I haven’t done an evisceration since my residency days, so I felt a little rusty, but the surgery itself went smoothly.  Unfortunately, we don’t have orbital implants available at our facility, so I had to leave the scleral shell empty.  Nonetheless, closure was straightforward and hemostasis was obtained with time and pressure.  

That same day, we also did an enucleation on a poor little 2 year old child with leukocoria of the right eye.   
The week prior, we had performed an exam under anesthesia and determined that she had a large intraocular tumor very suspicious for retinoblastoma.  I had the honors of cutting the optic nerve.  

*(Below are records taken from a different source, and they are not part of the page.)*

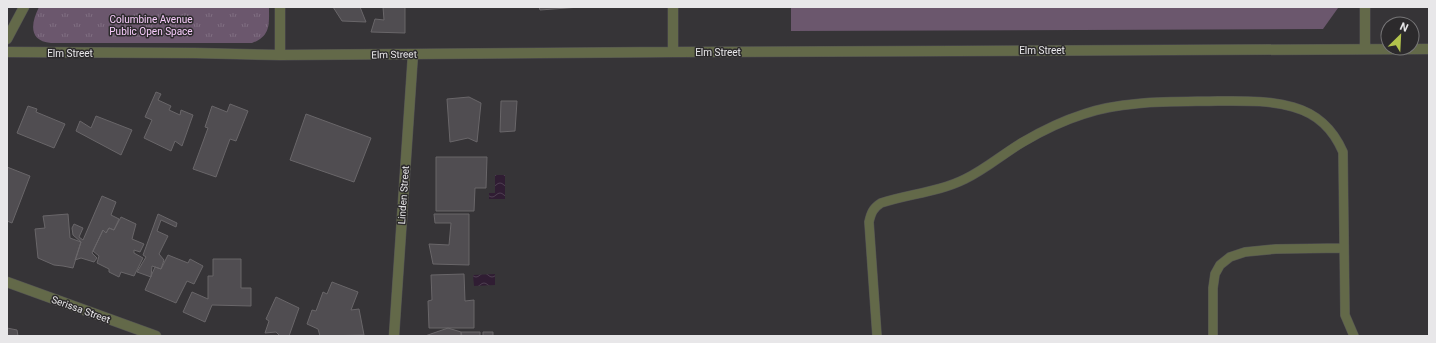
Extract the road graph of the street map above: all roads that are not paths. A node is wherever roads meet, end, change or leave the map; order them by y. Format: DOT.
graph roads {
  1 [pos="24,7"];
  2 [pos="280,7"];
  3 [pos="673,7"];
  4 [pos="1365,7"];
  5 [pos="7,39"];
  6 [pos="1365,49"];
  7 [pos="1429,49"];
  8 [pos="7,52"];
  9 [pos="673,52"];
  10 [pos="413,54"];
  11 [pos="280,55"];
  12 [pos="1344,248"];
  13 [pos="7,282"];
  14 [pos="156,336"];
  15 [pos="394,336"];
  16 [pos="877,336"];
  17 [pos="1213,336"];
  18 [pos="1354,336"];
  1 -- 5 [label="street"];
  2 -- 11 [label="street"];
  3 -- 9 [label="street"];
  4 -- 6 [label="street"];
  6 -- 7 [label="street, Elm Street"];
  6 -- 9 [label="street, Elm Street"];
  8 -- 11 [label="street, Elm Street"];
  9 -- 10 [label="street, Elm Street"];
  10 -- 11 [label="street, Elm Street"];
  10 -- 15 [label="street, Linden Street"];
  12 -- 16 [label="lane"];
  12 -- 17 [label="lane"];
  12 -- 18 [label="lane"];
  13 -- 14 [label="street, Serissa Street"];
}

This globe will be sent to pathology at the University Teaching Hospital in Lusaka, and we will be able to determine whether or not it is retinoblastoma. 
This is probably the driest orbit I have ever seen in an enucleation.  Fortunately, we were able to find a single orbital implant...the only one in the hospital.  But it was a size 20.  It seemed far too big for this young patient, but fortunately for this orbit, it fit perfectly!  

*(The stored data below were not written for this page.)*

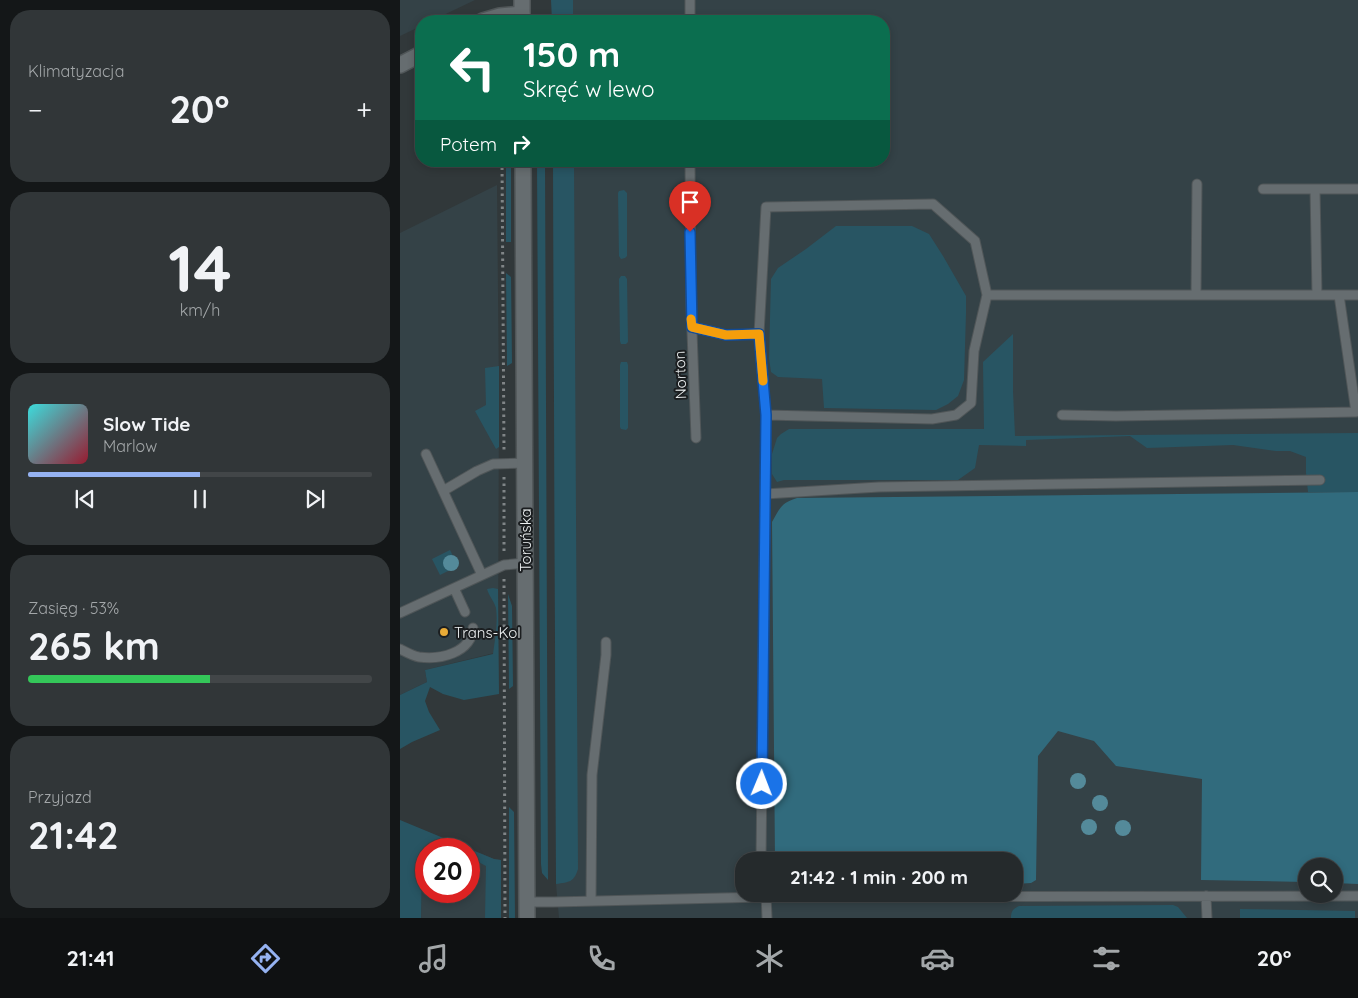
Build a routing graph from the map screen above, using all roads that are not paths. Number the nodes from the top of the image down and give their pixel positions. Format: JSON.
{"nodes":[{"id":1,"x":690,"y":0,"type":"edge"},
{"id":2,"x":522,"y":12,"type":"edge"},
{"id":3,"x":506,"y":15,"type":"edge"},
{"id":4,"x":690,"y":15,"type":"edge"},
{"id":5,"x":415,"y":57,"type":"edge"},
{"id":6,"x":400,"y":65,"type":"edge"},
{"id":7,"x":523,"y":167,"type":"edge"},
{"id":8,"x":690,"y":167,"type":"edge"},
{"id":9,"x":1196,"y":184,"type":"dead end"},
{"id":10,"x":1263,"y":189,"type":"dead end"},
{"id":11,"x":1315,"y":189,"type":"junction"},
{"id":12,"x":1358,"y":189,"type":"edge"},
{"id":13,"x":987,"y":295,"type":"junction"},
{"id":14,"x":1196,"y":295,"type":"junction"},
{"id":15,"x":1317,"y":295,"type":"junction"},
{"id":16,"x":1339,"y":295,"type":"junction"},
{"id":17,"x":1358,"y":295,"type":"edge"},
{"id":18,"x":692,"y":327,"type":"junction"},
{"id":19,"x":759,"y":334,"type":"junction"},
{"id":20,"x":766,"y":415,"type":"junction"},
{"id":21,"x":1062,"y":415,"type":"dead end"},
{"id":22,"x":696,"y":438,"type":"dead end"},
{"id":23,"x":426,"y":454,"type":"dead end"},
{"id":24,"x":525,"y":464,"type":"junction"},
{"id":25,"x":1320,"y":480,"type":"dead end"},
{"id":26,"x":443,"y":491,"type":"junction"},
{"id":27,"x":765,"y":494,"type":"junction"},
{"id":28,"x":525,"y":563,"type":"junction"},
{"id":29,"x":482,"y":575,"type":"junction"},
{"id":30,"x":454,"y":588,"type":"junction"},
{"id":31,"x":465,"y":612,"type":"dead end"},
{"id":32,"x":400,"y":613,"type":"edge"},
{"id":33,"x":473,"y":628,"type":"dead end"},
{"id":34,"x":606,"y":642,"type":"dead end"},
{"id":35,"x":400,"y":649,"type":"edge"},
{"id":36,"x":761,"y":852,"type":"edge"},
{"id":37,"x":1023,"y":896,"type":"edge"},
{"id":38,"x":1206,"y":896,"type":"junction"},
{"id":39,"x":1358,"y":896,"type":"edge"},
{"id":40,"x":735,"y":897,"type":"edge"},
{"id":41,"x":592,"y":901,"type":"junction"},
{"id":42,"x":527,"y":902,"type":"junction"},
{"id":43,"x":767,"y":902,"type":"edge"},
{"id":44,"x":527,"y":918,"type":"edge"},
{"id":45,"x":767,"y":918,"type":"edge"},
{"id":46,"x":1207,"y":918,"type":"edge"}],
"edges":[{"from":1,"to":4,"type":"lane"},
{"from":2,"to":3,"type":"street"},
{"from":5,"to":6,"type":"street"},
{"from":7,"to":24,"type":"street","name":"Toruńska"},
{"from":8,"to":18,"type":"lane","name":"Norton"},
{"from":9,"to":14,"type":"lane"},
{"from":10,"to":11,"type":"lane"},
{"from":11,"to":12,"type":"lane"},
{"from":11,"to":15,"type":"lane"},
{"from":13,"to":14,"type":"lane"},
{"from":13,"to":19,"type":"lane"},
{"from":13,"to":20,"type":"lane"},
{"from":14,"to":15,"type":"lane"},
{"from":15,"to":16,"type":"lane"},
{"from":16,"to":17,"type":"lane"},
{"from":16,"to":21,"type":"lane"},
{"from":18,"to":19,"type":"lane"},
{"from":18,"to":22,"type":"lane","name":"Norton"},
{"from":19,"to":20,"type":"lane"},
{"from":20,"to":27,"type":"lane"},
{"from":23,"to":26,"type":"lane"},
{"from":24,"to":26,"type":"lane"},
{"from":24,"to":28,"type":"street","name":"Toruńska"},
{"from":25,"to":27,"type":"lane"},
{"from":26,"to":29,"type":"lane"},
{"from":27,"to":36,"type":"lane"},
{"from":28,"to":29,"type":"lane"},
{"from":28,"to":42,"type":"street","name":"Toruńska"},
{"from":29,"to":30,"type":"lane"},
{"from":30,"to":31,"type":"lane"},
{"from":30,"to":32,"type":"lane"},
{"from":33,"to":35,"type":"lane"},
{"from":34,"to":41,"type":"lane"},
{"from":37,"to":38,"type":"lane"},
{"from":38,"to":39,"type":"lane"},
{"from":38,"to":46,"type":"lane"},
{"from":40,"to":41,"type":"lane"},
{"from":41,"to":42,"type":"lane"},
{"from":42,"to":44,"type":"street","name":"Toruńska"},
{"from":43,"to":45,"type":"lane"}]}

Last week on Monday, I did another glycerol corneal transplant on a patient with another horrible corneal ulcer/desmetocele.
 Although we still don’t have all the supplies that we need (corneal block and trephines are currently on their way from India) and I have to punch the tissue on an eye shield, at least the eye looked intact postoperatively.   



And on postoperative week #1 she was already counting fingers at 1 meter!  Unlike the first patient, she avoided an evisceration,...at least for the time being.